A group of anti-fascist protesters counter-protesting at the August 17, 2019 Proud Boys rally in downtown Portland.
A group of anti-fascist protesters counter-protesting at the August 17, 2019 Proud Boys rally in downtown Portland. Stephanie Keith / Getty Images

A Portland anti-fascist activist has been released of charges stemming from a 2019 clash with attendees of a right-wing demonstration in downtown Portland. On Friday, a Multnomah County judge sentenced Alexander Dial, 39, to three years' probation and 80 hours of community service for two charges, while dismissing all remaining charges leveled against him.

Dial was indicted in 2019 for actions that took place during an August 17, 2019 Proud Boys demonstration in downtown Portland, which attracted a crowd of counter-protesters to decry the right-wing extremist group. Dial was one of the counter-protesters in attendance that day.

One video from the demonstration shows a small school bus painted black, which contained members of the American Guard, a far-right group with white nationalist affiliations, and other right-wing protesters. The bus was shuttling this group away from the demonstration while a crowd of counter-protesters—including Dial—yelled at the bus from outside. The bus doors open to face the crowd, and one of the bus riders leans out of the doors, swinging at counter-protesters with a hammer. The video shows Dial wrest the hammer out of this person's hand, before throwing the hammer back through the bus door. The video ends after the bus door closes and drives off. This incident left Dial facing charges of assault, riot, unlawful use of a weapon, and criminal mischief. The prosecution was unable to identify anyone as a victim in this case.

Dial was also charged with shoving and tasing a right-wing protester during a separate interaction that day, a clash that left him with charges of assault, riot, attempted felony, and unlawful use of a taser.

Two of the charges were categorized as Measure 11 crimes, which carry a mandatory minimum sentence of five years and 10 months in prison.

Dial's attorney previously argued that, in both cases, Dial was acting in self-defense. Dial's case, which was delayed for months due to the COVID-19 pandemic, came to an end after he chose to plead "no contest" to two counts—a misdemeanor riot charge and an attempted assault felony charge. A "no contest" plea means a defendant accepts the criminal charges without accepting guilt, which prohibits the charges being used against them in a civil lawsuit. This plea deal was accepted by Multnomah County Judge Melvin Oden-Orr, who dismissed all other charges against Dial Friday.
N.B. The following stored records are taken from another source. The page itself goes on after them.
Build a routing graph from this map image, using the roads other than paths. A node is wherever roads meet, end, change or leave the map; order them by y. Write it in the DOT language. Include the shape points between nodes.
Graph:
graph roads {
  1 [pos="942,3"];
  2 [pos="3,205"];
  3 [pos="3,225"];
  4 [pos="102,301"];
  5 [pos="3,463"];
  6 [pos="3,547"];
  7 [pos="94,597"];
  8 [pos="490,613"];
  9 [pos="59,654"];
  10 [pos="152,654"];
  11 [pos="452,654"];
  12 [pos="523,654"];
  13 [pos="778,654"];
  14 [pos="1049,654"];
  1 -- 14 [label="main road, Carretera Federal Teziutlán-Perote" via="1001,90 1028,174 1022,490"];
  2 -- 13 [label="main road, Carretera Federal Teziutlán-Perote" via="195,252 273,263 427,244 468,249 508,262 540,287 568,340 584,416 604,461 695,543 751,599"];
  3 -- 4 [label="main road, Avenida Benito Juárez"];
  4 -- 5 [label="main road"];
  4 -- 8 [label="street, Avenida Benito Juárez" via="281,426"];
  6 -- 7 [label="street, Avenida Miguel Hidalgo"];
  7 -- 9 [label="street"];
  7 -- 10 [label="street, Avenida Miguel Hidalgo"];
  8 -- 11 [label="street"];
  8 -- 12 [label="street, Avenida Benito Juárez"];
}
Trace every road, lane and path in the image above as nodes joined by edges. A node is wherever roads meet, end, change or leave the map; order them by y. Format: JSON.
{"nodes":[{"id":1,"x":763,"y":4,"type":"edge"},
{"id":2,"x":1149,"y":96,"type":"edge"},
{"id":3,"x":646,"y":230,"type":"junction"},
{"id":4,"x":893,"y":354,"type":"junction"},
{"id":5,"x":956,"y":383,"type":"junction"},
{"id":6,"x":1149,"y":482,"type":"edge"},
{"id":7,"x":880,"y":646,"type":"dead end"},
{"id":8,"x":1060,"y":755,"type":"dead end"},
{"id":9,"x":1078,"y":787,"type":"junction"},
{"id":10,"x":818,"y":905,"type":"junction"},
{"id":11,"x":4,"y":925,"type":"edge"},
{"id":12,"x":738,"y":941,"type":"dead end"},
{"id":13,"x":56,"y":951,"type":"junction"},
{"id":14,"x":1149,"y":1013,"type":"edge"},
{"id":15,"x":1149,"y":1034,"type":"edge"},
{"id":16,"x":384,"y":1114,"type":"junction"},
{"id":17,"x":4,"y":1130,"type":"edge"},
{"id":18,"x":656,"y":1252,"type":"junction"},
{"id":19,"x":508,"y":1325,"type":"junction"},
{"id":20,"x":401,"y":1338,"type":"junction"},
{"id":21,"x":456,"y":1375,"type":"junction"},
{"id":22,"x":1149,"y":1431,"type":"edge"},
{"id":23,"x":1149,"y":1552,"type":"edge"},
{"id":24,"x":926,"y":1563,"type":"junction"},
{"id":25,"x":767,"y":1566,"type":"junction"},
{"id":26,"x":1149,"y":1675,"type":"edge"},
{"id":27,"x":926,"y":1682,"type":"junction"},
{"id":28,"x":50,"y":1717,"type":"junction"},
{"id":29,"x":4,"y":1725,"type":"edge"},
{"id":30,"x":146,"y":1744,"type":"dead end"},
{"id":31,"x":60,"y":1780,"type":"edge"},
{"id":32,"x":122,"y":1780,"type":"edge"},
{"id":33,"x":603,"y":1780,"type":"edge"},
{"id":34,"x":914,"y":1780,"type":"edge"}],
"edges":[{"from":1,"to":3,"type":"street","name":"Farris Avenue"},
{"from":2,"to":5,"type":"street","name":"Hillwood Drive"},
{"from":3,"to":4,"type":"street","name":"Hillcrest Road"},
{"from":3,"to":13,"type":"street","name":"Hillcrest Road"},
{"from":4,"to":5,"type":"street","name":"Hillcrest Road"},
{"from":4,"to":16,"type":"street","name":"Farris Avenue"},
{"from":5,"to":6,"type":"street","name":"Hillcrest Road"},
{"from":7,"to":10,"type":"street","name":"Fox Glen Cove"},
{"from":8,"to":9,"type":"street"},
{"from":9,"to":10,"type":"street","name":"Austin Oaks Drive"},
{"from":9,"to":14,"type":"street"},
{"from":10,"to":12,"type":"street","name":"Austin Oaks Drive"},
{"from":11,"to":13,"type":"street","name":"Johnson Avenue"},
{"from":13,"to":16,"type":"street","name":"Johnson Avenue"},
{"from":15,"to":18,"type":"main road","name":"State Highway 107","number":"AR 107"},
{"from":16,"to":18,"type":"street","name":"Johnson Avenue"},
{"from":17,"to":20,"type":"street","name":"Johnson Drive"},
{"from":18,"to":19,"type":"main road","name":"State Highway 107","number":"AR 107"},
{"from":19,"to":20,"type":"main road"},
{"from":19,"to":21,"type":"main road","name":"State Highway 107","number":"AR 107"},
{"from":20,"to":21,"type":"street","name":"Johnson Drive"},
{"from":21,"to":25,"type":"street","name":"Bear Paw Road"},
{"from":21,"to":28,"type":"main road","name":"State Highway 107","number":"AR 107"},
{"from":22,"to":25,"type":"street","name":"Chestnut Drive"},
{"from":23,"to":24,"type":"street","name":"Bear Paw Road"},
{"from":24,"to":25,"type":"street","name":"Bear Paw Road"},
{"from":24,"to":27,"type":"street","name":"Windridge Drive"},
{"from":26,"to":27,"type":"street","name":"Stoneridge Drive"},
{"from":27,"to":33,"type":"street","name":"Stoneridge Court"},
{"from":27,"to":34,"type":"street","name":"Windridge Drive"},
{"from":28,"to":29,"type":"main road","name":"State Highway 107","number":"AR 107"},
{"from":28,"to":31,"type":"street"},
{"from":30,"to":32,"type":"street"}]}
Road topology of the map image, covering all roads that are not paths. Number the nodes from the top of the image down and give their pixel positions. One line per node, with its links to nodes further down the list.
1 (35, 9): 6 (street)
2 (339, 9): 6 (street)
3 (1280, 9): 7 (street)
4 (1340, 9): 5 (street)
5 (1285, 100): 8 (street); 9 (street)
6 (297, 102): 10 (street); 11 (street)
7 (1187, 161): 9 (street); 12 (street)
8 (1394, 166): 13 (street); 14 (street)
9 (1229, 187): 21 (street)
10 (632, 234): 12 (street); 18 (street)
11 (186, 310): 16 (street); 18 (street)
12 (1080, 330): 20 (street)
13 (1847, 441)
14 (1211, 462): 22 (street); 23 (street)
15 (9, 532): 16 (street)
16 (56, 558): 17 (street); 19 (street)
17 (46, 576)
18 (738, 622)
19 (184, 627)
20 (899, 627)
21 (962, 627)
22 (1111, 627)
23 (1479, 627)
Prosecutors with Multnomah County District Attorney's office had hoped Dial would be charged at least $4,000 for the convictions.

"My office has prosecuted people on both sides of these clashes," said Deputy DA Nicole Hermann Friday, explaining her request to Oden-Orr. "The problem is the damage it has caused to this city and the reputation of this city."

Dial's attorney Kenneth Kreuscher argued that the long-winded case has put Dial in serious debt from the bail amounts associated with his charges, which has become a serious stressor. Oden-Orr offered Dial to chose between a $1,000 fine or 80 days of community service. Dial chose the later option.

Since his September 2019 arrest, Dial has been prohibited from attending protests, drinking alcohol, and leaving his house after dark. Under his new 32-month probationary period, Dial is only barred from attending unlawful assemblies and from interacting with the person he shoved and tased in 2019.

"It should be made clear that your probation does not limit your ability to participate in protests," Oden-Orr explained Friday.

Dial said he still sees this allowance as a trap, since Portland police have historically been quick to deem a demonstration unlawful.

"I am an activist," Dial told the Mercury Friday. "And as an activist I believe protesting is necessary. But if I go to a protest, I could probably go to jail. If I trusted the Portland police it would be different—but I don't."

If Dial adheres to his probationary rules for one year, his attorney could petition the court to drop the final two years of probation. His sentence also includes ten days in jail, which he already served after his initial arrest.

Dozens of Portlanders came to the county courthouse Friday to support Dial. Since his arrest, members of the public have raised funds for his bail and petitioned Multnomah County DA Mike Schmidt to dismiss his case.

Dial shared his gratitude for his supporters Friday.

"Community is really important, and there’s a kind of buoyancy that comes with the support of the people around you that you respect and admire," said Dial. "And that is irreplaceable."